Dans la minute, un battement d'ailes puissant fit frémir les parasols déployés de la terrasse du café. Gabriel s'assit en face d'elle, l'air soucieux. Lucifer réprima un rire en constatant son empressement : 

- Un simple "J'arrive" m'aurait convenu, Gaby. Tu n'étais pas obligé d'accourir. 

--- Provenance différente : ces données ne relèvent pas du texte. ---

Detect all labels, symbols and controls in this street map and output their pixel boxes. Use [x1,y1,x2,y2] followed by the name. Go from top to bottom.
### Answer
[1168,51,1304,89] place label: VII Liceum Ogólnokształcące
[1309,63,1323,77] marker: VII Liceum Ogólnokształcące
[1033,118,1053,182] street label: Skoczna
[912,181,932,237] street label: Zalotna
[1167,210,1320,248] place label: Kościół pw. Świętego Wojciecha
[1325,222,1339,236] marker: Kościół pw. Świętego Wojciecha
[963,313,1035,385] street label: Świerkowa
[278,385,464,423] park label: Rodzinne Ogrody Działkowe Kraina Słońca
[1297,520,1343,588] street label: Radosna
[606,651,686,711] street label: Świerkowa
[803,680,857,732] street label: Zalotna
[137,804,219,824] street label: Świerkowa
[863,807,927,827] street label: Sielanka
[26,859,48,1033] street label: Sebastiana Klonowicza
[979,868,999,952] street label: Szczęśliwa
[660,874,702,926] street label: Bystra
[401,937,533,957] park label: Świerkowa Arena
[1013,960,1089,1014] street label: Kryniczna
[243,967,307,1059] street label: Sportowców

Il fronça les sourcils, puis son visage s'éclaira de compréhension : 

- Oh, je n'aurais pas pu te répondre. J'ai fait don du téléphone que tu m'avais offert. J'ai juste senti que tu souhaitais me voir. 

Et je me suis dit que tu avais besoin de compagnie en ce moment, acheva-t-il en pensée. 

Lucifer ne releva pas le fait qu'il se soit débarrassé d'un cadeau, il avait eu un air si perdu lorsqu'il le lui avait montré qu'elle ne s'attendait pas à ce qu'il sache s'en servir, encore moins à ce qu'il le garde. 

Elle fit signe à un serveur et demanda distraitement, l'air de rien : 

- Comment vont les autres ? 

Gabriel sourit : 

- Chamuel se remet plutôt bien. Elle t'accorde son pardon. 

La nouvelle ne fit pas ciller Lucifer, qui attendit patiemment la suite.

- Mickaël est parti rejoindre ses armées au front. Il avait besoin de se recentrer sur son travail habituel. 

Elle ne retint pas un sourire satisfait. Mickaël était loin et c'était pour le mieux.

- Et Raphaël ? s'enquit-elle en feignant de se concentrer sur sa manucure.

- Raphaël... Il est différent. Il s'en veut beaucoup d'avoir été si influençable. Il hésite à s'approcher seul des humains maintenant. J'essaie de le convaincre de retrouver une activité normale. En attendant, je l'accompagne lorsqu'il me le demande. 

Lucifer hocha la tête, satisfaite : 

- Tout le monde se remet bien de notre presque-Apocalypse, à ce que je vois. 

- Et Théodore et Maëlle ? Comment vont-ils ? 

- Partis en vacances. Ils en avaient besoin. 

Le serveur vint prendre leurs commandes, initiant un blanc dans la conversation. Gabriel réfléchit longuement avant d'aborder le sujet épineux. Il demanda enfin, prudemment :

- Comment va Lilith ? 

Lucifer haussa les épaules et posa ses coudes sur la table, la tête posée sur son poing fermé : 

- Je ne sais pas. Elle a sa cellule en Enfer et il me semble qu'elle s'est fait quelques amis. Je t'avoue que je ne m'y intéresse pas trop. 

- Pourquoi ? Je pensais qu'elle et toi... 

- C'est fini entre nous. Nous nous sommes mises d'accord là-dessus. 

Le dire à voix haute ne lui fit pas ressentir ce à quoi elle s'attendait. Pas de douleur, d'amertume ou de regret ; seul le soulagement l'envahit. Cette histoire avait beaucoup trop traînée. Elle aurait dû s'en occuper plus tôt.

Elle fit taire la petite voix dans sa tête qui lui chuchotait qu'elle aurait été incapable de le faire ne serait-ce qu'un jour plus tôt. 

Gabriel posa une main rassurante sur le bras de sa sœur :

- Si tu as besoin d'en parler, je suis là.

Elle rit doucement. Evidemment que Gabriel serait toujours là pour parler. Le serveur déposa leurs commandes sur la table et s'éclipsa immédiatement.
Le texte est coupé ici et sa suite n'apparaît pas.